2. "O termo consciência tem significado múltiplo. Utilizamos a palavra para nos referir ao total estado de consciência de uma pessoa (1) e /ou o seu estado normal de vigília (2).° (Davidoff, 1983, p.256)
3. "Apesar da reemergência da consciência na psicologia, ainda não existe um consenso sobre uma definição do termo... Resumindo, a consciência envolve (a) monitoramento de nós mesmos e de nosso ambiente, de modo que impressões perceptivas, recordações e pensamentos sejam representados na mente cônscia; e (b) controle de nós mesmos e de nosso ambiente, para que sejamos capazes de iniciar e terminar as atividades comportamentais e cognitivas." (Atkinson, C.; Atkinson, Smith e Bem, 1995, p. 168-169)
4. “Estamos conscientes do que estamos fazendo, quando descrevemos a topografia de nosso comportamento. Estamos conscientes de porque o fazemos, quando descrevemos variáveis relevantes, tais como aspectos importantes da ocoasião ou o reforço.” (Skinner, 1980, p. 354).
"Então, como a auto-observação também é um produto de contingências discriminativas, e se uma discriminação não pode ser reforçada pela comunidade, pode não aparecer nunca. Por mais estranho que seja, é a comunidade que ensina o indivíduo a `se conhecer'." (Skinner, 1967, p. 150)
"Não precisamos descrever as contingências de reforço a fim de sermos afetados por elas." (Skinner, 1988, p. 111)
5. "O comportamento verbal nunca teria evoluído se tivesse feito contato somente com outro comportamento verbal. Em algum ponto, ele deve fazer contato com os eventos ambientais. Chamamos esse contato de tato; um tato é uma resposta verbal ocasionada por um estímulo discriminativo (cf. Skinner, 1957)." (Catania, 1999, p.259-260)
“O comportamento verbal, como qualquer outro evento pode ser tateado. Nenhum novo tipo de relação está envolvido, mas as complexidades geradas quando o comportamento verbal é construído a partir de outro comportamento verbal exige um comentário especial. O comportamento verbal que depende de outro comportamento verbal e que modifica os efeitos de outro comportamento verbal é chamado de autoclítico." (Catania, 1999, p. 267)
"Os autoclíticos descritivos dependem de discriminações do nosso próprio comportamento verbal, e sabemos apenas um pouco acerca de como eles são aprendidos ou podem ser ensinados." (Catania,1999, p. 270)
6. "É notável que nós consideremos a percepção como uma atividade de processamento do qual o indivíduo tem noção consciente, e esta hipótese tem sido compartilhada pela maioria dos psicólogos interessados em percepção." (Eysenck e Keane, 1994, p. 72)
"Um dos principais fenômenos dentro do paradigma de dupla tarefa é a melhora dramática que o treino geralmente tem sobre o desempenho...
Várias definições de "automacidade" já foram propostas, mas existe a concordãncia generalizada sobre alguns dos principais critérios...
• processos automáticos são velozes
• processos automáticos não podem ser acessados pelo consciente. (Eysenck e Keane, 1994, p. 106)
"Estas três instâncias de comportamento do pensamento são úteis para que se ilustre vários aspectos gerais do pensamento. Primeiro, que todos os pedaços envolvem indivíduos que têm consciência de seus pensamentos. (Eysenck e Keane, 1994, p. 324)

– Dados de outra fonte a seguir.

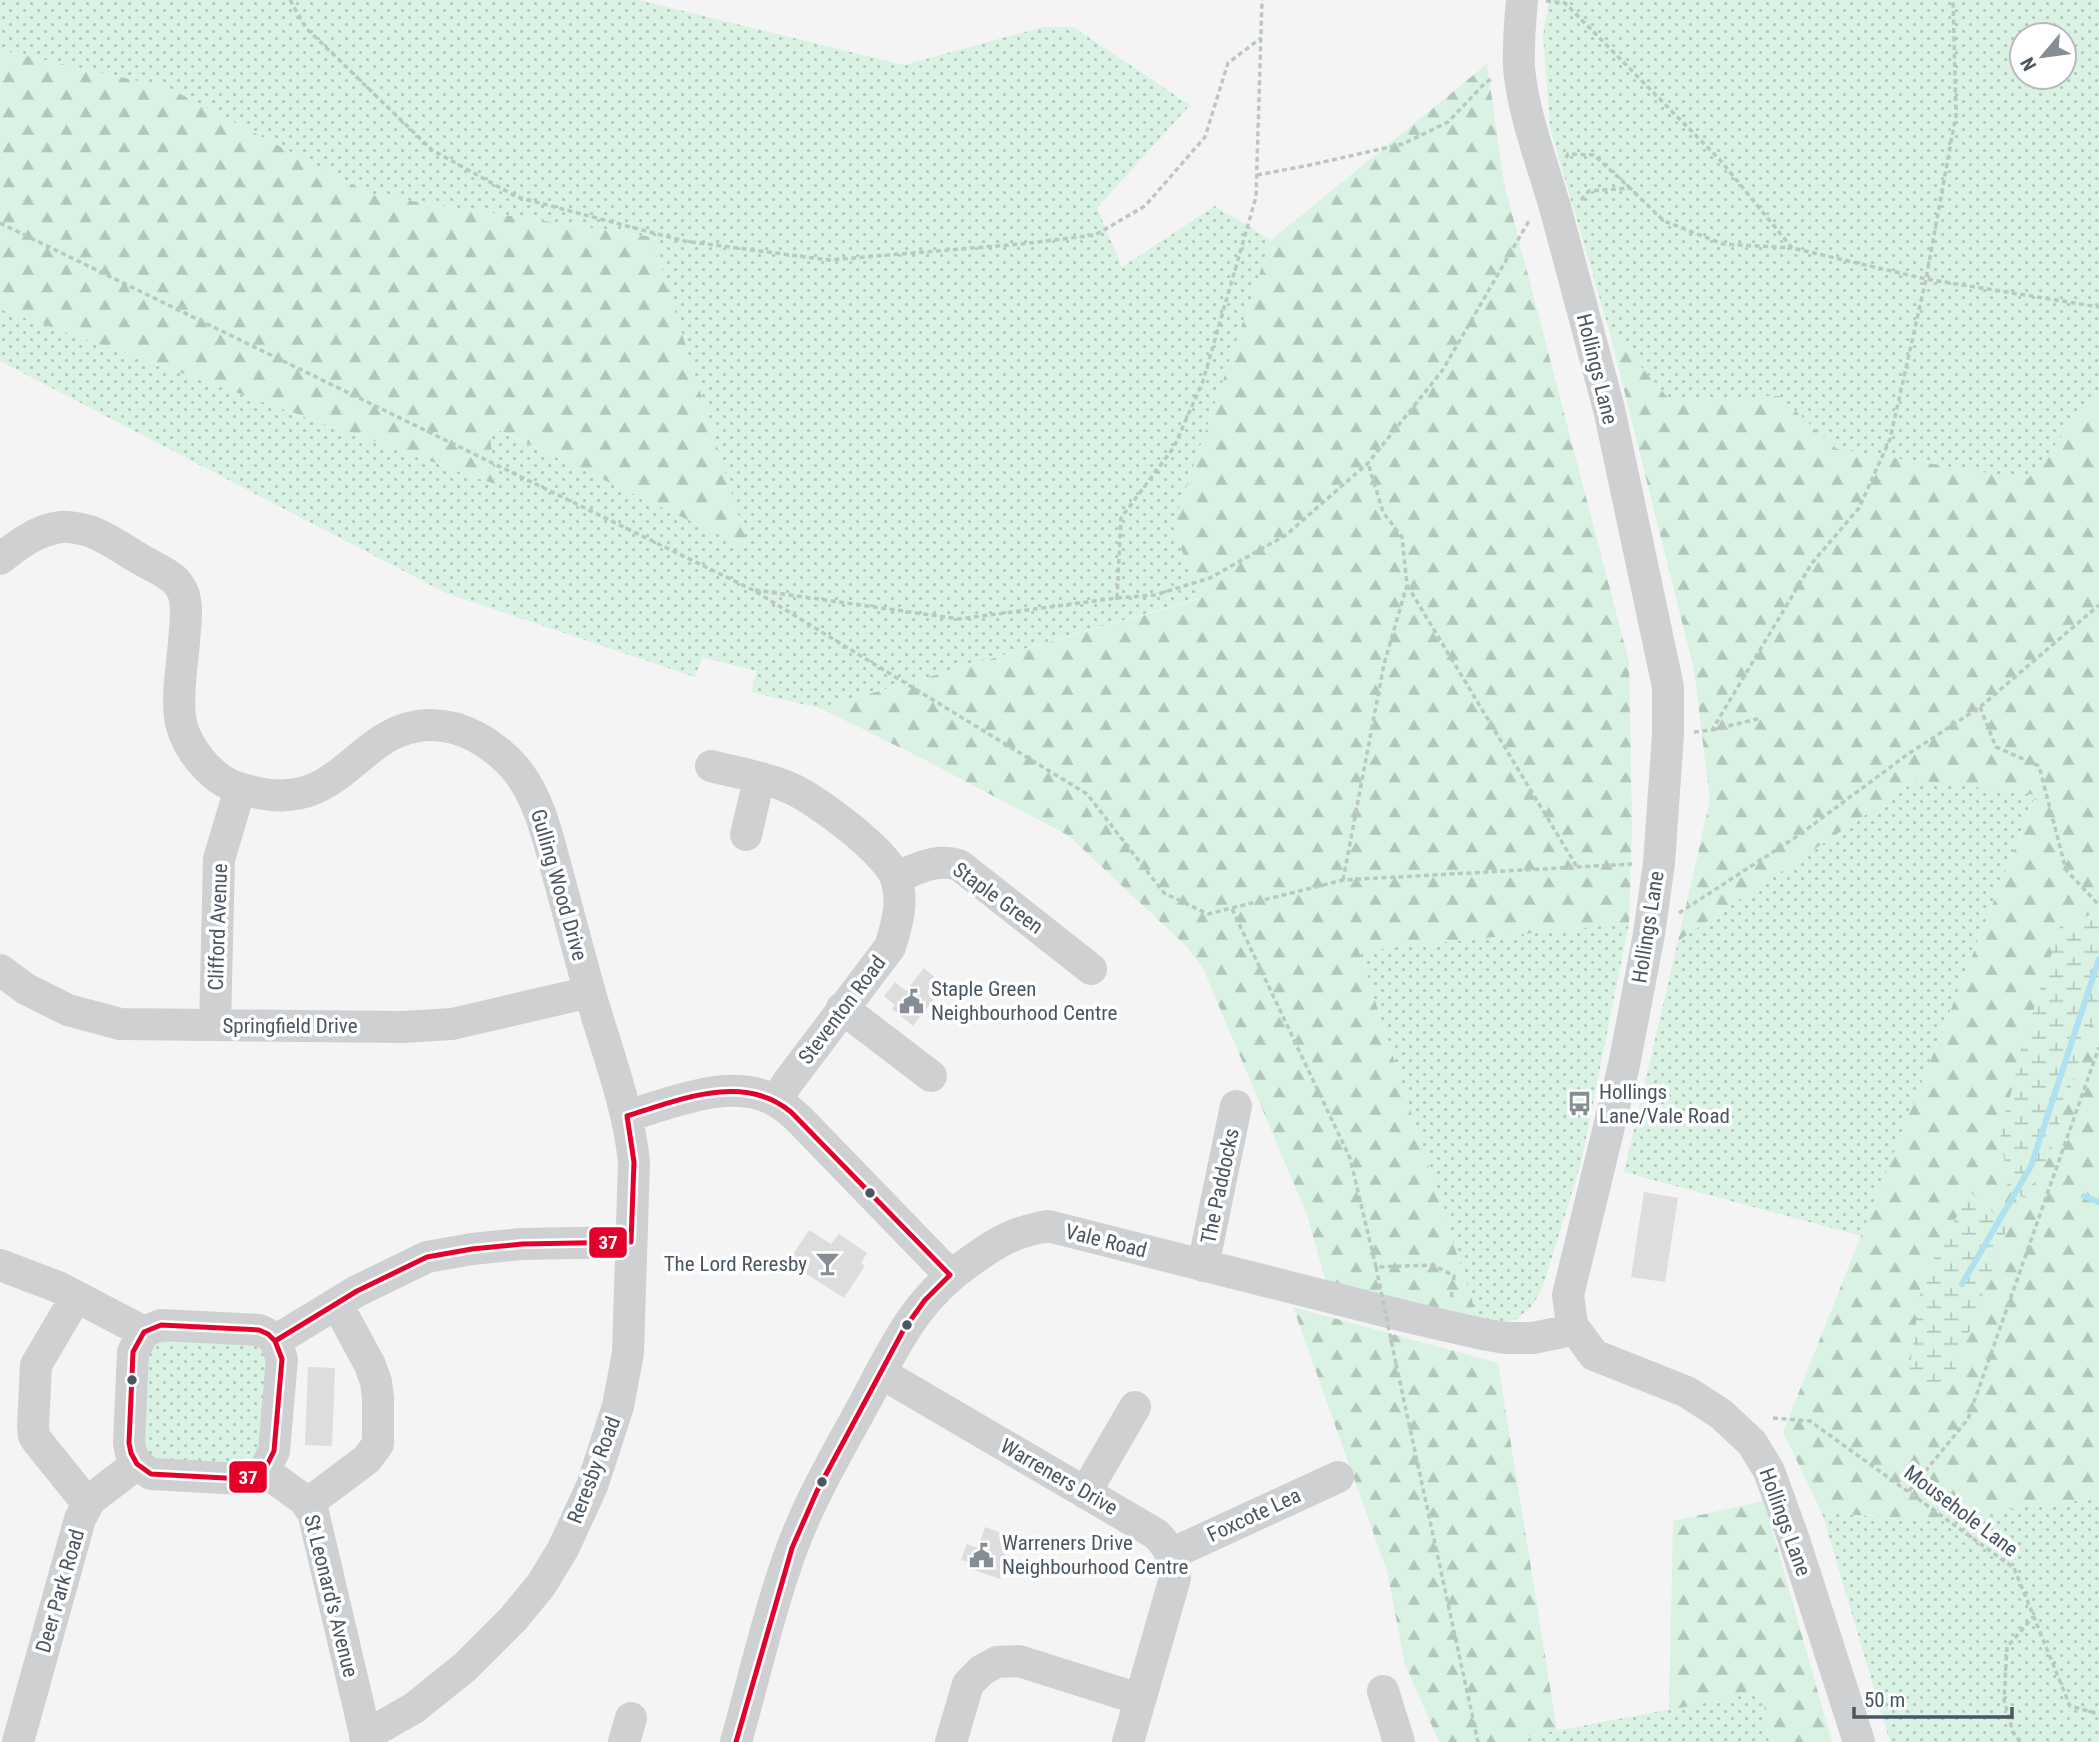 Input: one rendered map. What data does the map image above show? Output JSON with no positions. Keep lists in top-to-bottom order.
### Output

As afirmativas (conceitos ou descrições) feitas sobre consciência nos itens 1, 2, 3, 4, 5 e 6 acima indicam a diversidade do uso do termo consciência feito por behavioristas e cognitivistas. Diante de tal diversidade de interpretação é muito difícil haver concordância sobre uma forma de proceder para se estudar o processo em questão. Porém, para efeitos de trabalho, vamos definir "consciência" como a descrição do próprio comportamento e das condições que produziram tal comportamento.

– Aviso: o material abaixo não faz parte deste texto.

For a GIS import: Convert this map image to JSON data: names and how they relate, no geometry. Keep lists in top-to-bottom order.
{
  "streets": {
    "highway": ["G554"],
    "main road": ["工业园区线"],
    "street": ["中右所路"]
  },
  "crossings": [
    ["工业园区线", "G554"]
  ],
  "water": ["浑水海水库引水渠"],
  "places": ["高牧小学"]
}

A definição acima, está mais próxima das sentenças agrupadas em 1 e 4, porém partilham de aspectos comuns também nas sentenças contidas em 3, 5 e 6.

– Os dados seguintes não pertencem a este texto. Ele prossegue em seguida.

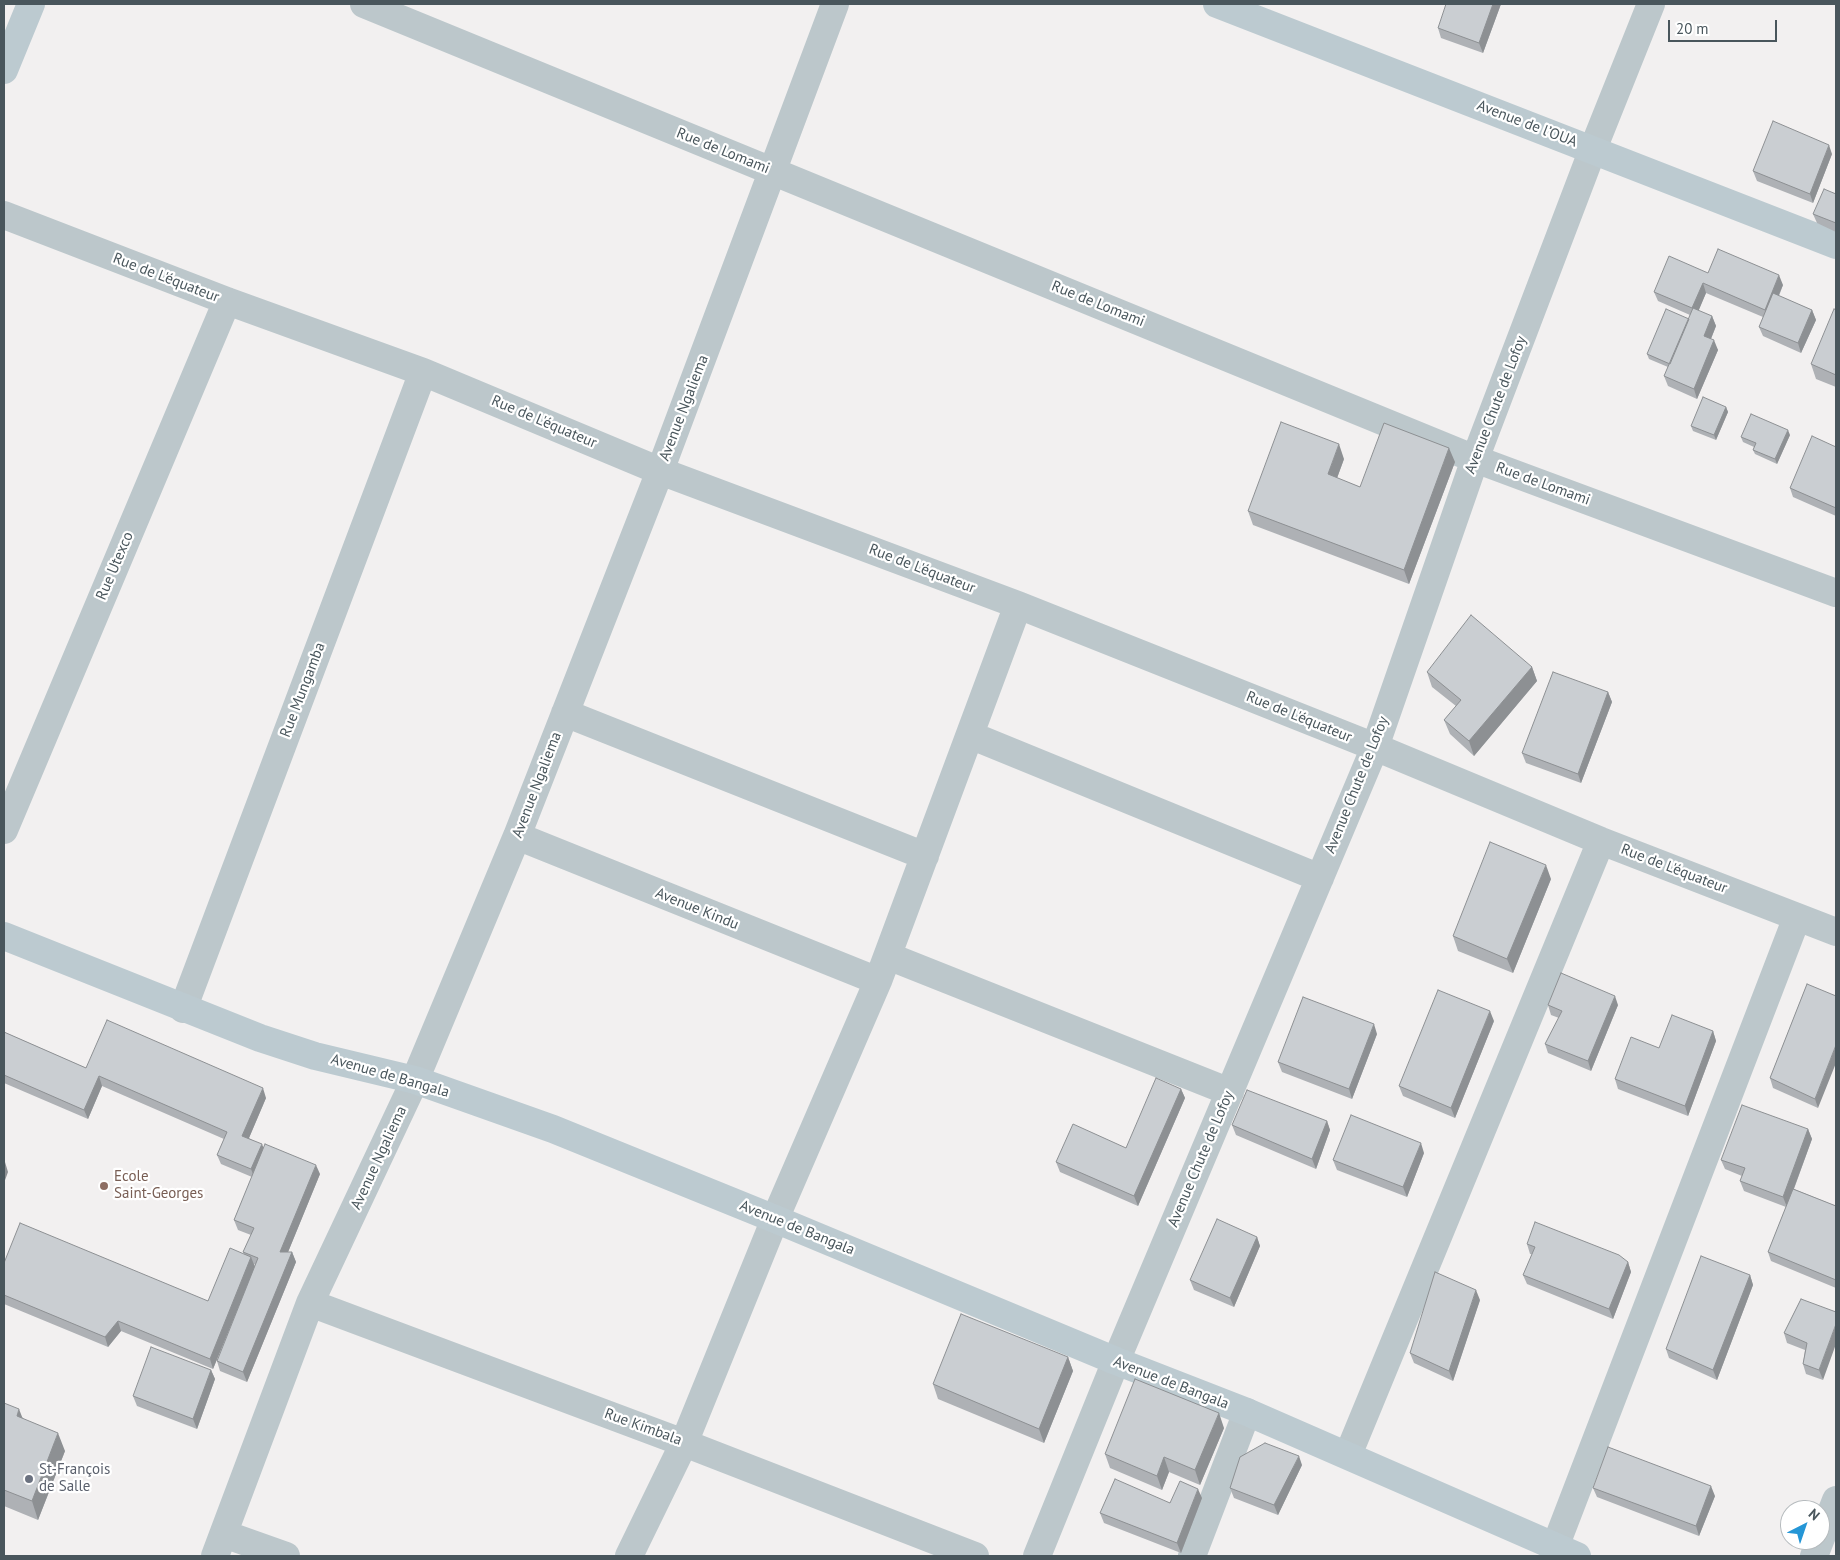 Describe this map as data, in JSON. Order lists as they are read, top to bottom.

Como definição de trabalho, a definição proposta pode ser bastante útil, pois se torna possível analisar, bem como realizar, estudos sobre exposição às contingências e formulação de regras. Quanto à formulação de regras, podemos falar de como as regras são aprendidas (aquisição) e ainda depois de aprendidas, como e porque elas controlam certos comportamentos (manutenção).

Quero deixar claro que, ao adotar esta definição para estudar um dos chamados processos cognitivos (consciência), tal empreendimento, de forma alguma, engloba todo o conceito, nem mesmo exclui outros tipos de procedimentos utilizados para estudo.

 

Nós discriminamos porque nós descrevemos ou descrevemos porque discriminamos?

Não é jogo de palavras. A questão poderia ser desdobrada para as seguintes formas:

1. Para que as pessoas discriminem, é necessário que, antes elas descrevam?
2. Para que as pessoas descrevam, é necessário que, antes elas discriminem?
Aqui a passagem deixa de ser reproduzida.